Anger, rage, ill-will, egoistic displeasure (or, egotistical pleasure) – they all depend on selfishness (that is, on identifications involving ‘me and mine’). They also depend on rejection of reality as it is. The mind-set includes rejecting another point of view but one’s own hungry ape view. This means that being displeased with things-as-they-are is present. I’ve been wanting to write something about acceptance. The idea of not grasping means accepting the totality of one’s life, just as it is. That sounds crazy, to I-systems that have become so used to operating in the basis of deficiency.
So, I want to re-iterate an important qualification. Let’s say I have the unpleasant experience – for instance, a loved one is angry with me. What is the wise relationship to the experience? Firstly, I don’t push it away. I welcome it, thinking (to my immediate feelings): “Hello hurt.” That allows me sufficient pause, or dispassion. Dispassion, here, means unhooking to the habitual reactivity, and that I receive all my experience intimately, unmediated by how I think it should be. Reactivity means that I’m pushing it away. So, I fully experience the unpleasant experience. It is happening, after all. In respect of the other person, I may step away from them, perhaps; but I don’t deny my feel of the experience – which is knowledge.
It’s easy to misunderstand dispassion. It doesn’t mean not feeling. It means not indulging in the feeling, not adding a ‘me-story’ to it. Not adding legs to a snake. The bad experience is already happening. It’s an illusion to think that you may not experience what is already being experienced, what is already happening. ‘Ouch’ is just ‘ouch,’ and I needn’t make it into ‘this ouch is wrong, it shouldn’t be here.’ If I try to put non-pleasing feelings or sensations away, I am reinforcing the underlying division into ‘me’ and ‘my experience.’ I am strengthening the bystander experience of my life. I continue the severance from the greater life-process.
The hurt feeling, for instance, is already here as sensations arising in the middle area of my torso. We may think we are rejecting that person there (on the other side of the table, the end of the phone, in the back seat of the car, on the other end of an email, at the front of the class) when, actually, we are refusing is our present experience. That means a loss of vitality, because, pleasant or unpleasant, any experience has energy which can be transmuted. So, to be a warrior on the great way of self-knowledge, we turn toward intimacy with whatever our inner experience is, at any moment.
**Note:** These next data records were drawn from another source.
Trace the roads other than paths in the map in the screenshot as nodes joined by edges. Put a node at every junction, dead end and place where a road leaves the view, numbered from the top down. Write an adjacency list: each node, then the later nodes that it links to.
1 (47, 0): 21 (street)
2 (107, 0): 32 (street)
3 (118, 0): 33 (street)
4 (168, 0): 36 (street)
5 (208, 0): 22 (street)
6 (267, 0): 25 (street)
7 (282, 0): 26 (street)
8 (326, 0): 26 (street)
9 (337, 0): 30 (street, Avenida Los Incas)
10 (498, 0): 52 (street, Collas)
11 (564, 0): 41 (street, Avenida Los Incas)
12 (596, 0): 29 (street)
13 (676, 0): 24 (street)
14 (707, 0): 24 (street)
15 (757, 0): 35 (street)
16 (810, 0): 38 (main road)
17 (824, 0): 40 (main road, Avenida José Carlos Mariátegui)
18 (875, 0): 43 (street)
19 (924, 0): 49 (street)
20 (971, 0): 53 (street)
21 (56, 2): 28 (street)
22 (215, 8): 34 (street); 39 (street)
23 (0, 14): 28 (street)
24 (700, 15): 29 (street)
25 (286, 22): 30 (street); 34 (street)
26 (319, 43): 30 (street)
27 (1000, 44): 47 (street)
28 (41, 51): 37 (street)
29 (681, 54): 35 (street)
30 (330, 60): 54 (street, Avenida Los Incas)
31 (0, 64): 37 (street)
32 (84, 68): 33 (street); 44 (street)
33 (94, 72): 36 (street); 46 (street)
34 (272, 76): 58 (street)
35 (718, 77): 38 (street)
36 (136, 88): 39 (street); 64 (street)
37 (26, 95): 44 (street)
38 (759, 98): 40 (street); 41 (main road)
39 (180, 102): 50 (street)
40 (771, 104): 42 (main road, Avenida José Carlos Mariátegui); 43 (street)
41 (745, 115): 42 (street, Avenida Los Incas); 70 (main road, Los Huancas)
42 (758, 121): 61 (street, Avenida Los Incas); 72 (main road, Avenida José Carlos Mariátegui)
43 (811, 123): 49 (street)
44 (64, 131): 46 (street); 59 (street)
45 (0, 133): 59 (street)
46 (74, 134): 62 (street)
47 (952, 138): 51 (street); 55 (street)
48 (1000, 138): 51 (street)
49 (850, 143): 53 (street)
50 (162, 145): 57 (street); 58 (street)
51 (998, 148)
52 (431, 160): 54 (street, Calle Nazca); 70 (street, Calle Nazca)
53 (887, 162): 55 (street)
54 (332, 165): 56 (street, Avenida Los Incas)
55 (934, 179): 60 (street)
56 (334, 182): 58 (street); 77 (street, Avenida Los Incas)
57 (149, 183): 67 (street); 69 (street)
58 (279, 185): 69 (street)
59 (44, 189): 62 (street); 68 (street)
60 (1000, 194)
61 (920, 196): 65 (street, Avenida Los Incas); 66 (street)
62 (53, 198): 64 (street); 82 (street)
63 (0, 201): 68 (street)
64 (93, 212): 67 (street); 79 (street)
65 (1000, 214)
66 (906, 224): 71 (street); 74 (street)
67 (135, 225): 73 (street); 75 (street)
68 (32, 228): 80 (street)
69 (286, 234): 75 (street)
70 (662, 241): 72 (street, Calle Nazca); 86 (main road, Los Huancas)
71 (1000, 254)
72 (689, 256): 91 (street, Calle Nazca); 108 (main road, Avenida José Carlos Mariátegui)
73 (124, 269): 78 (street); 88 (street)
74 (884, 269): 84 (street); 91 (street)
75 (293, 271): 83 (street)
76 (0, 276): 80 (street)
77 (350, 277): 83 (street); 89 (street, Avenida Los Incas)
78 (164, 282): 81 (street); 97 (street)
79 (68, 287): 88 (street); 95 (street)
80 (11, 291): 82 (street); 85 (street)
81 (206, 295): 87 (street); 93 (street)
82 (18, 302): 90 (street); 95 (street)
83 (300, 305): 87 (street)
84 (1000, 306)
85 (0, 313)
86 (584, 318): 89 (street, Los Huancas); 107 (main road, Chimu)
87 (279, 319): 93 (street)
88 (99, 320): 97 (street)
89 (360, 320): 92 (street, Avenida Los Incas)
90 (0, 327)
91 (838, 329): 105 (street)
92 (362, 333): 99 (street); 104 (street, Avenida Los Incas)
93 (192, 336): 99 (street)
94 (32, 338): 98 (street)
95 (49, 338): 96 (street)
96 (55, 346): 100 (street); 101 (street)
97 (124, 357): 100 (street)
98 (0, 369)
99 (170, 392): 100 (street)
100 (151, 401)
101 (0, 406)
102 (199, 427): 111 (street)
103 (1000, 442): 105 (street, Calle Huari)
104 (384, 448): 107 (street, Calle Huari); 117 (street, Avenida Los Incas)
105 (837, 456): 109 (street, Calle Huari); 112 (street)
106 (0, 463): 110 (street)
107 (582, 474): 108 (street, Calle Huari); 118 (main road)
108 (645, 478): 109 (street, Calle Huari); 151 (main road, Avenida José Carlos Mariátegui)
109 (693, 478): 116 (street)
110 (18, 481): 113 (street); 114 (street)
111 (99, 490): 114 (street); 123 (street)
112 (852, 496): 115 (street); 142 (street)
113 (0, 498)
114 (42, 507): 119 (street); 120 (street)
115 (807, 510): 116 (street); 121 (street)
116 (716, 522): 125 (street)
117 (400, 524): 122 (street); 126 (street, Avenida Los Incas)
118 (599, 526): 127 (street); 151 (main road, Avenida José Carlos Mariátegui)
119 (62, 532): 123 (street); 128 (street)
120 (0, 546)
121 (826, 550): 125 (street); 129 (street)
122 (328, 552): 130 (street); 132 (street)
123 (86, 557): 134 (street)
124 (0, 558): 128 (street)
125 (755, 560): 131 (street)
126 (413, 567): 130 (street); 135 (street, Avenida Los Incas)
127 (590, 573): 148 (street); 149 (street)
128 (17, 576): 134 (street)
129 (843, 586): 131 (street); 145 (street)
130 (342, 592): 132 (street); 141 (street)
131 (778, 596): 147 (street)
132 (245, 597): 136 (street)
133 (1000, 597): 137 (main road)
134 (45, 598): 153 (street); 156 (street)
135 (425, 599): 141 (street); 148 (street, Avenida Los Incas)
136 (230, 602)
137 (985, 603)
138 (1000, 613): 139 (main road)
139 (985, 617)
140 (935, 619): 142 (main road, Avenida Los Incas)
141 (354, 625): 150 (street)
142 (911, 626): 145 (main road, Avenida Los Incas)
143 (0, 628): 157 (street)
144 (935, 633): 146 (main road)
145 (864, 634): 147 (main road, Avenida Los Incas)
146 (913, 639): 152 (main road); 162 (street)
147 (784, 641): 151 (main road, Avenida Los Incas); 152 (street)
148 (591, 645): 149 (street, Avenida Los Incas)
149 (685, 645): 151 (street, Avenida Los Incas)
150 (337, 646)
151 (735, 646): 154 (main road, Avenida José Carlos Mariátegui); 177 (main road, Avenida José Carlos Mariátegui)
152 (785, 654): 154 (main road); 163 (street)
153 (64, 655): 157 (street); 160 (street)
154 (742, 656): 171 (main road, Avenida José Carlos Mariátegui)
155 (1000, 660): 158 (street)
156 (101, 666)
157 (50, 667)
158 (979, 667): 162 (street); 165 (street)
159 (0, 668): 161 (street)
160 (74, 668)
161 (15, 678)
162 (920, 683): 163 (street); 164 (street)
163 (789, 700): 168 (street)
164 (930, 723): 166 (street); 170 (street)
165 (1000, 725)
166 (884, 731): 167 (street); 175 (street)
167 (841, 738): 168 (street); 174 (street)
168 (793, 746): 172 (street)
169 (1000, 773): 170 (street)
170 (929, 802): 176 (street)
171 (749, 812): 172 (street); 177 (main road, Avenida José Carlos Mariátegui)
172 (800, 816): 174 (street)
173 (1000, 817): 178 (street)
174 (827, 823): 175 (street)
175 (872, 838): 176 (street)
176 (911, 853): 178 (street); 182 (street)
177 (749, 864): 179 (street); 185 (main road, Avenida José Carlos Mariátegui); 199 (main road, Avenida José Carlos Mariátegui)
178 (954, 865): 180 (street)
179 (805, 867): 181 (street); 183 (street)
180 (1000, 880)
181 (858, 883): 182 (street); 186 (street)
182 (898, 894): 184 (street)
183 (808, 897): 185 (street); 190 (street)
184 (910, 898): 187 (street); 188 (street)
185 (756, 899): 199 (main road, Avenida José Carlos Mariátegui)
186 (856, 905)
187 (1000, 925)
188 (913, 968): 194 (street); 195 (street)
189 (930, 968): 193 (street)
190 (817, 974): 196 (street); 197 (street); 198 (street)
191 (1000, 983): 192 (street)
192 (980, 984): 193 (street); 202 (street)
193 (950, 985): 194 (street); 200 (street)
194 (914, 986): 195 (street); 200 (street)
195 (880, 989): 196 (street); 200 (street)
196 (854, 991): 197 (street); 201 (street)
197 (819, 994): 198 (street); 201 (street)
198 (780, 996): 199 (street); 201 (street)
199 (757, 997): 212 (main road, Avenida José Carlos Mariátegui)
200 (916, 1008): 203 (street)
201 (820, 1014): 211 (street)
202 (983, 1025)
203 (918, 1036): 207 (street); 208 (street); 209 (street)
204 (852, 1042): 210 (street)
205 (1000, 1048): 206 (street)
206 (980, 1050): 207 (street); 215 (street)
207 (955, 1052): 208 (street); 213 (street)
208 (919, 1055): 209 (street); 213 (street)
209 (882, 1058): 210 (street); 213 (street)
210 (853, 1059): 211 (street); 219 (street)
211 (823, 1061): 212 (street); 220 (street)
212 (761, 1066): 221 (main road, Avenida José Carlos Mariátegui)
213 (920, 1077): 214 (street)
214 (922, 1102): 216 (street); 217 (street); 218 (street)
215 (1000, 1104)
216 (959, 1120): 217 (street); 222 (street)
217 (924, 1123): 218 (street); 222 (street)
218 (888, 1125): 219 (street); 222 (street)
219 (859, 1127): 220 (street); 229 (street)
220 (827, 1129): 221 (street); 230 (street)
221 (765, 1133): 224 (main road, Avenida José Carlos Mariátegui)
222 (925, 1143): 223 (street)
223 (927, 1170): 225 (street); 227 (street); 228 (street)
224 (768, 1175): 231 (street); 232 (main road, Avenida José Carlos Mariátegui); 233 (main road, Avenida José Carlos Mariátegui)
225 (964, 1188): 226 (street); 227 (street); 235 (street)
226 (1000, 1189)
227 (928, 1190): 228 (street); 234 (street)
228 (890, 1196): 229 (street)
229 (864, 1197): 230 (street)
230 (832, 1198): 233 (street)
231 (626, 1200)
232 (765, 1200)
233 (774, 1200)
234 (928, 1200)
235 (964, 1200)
When we accept the limitations of our life totally, we find ourselves integrated in the present situation, beyond our ego-affirmation or negation. The limits imposed by our actual life are the real ‘now,’ not the one we think we should have. And, there our constructing activities, our fashioning tendencies, can end. We find ourselves in maximum spiritual freedom, at this limit of our becoming.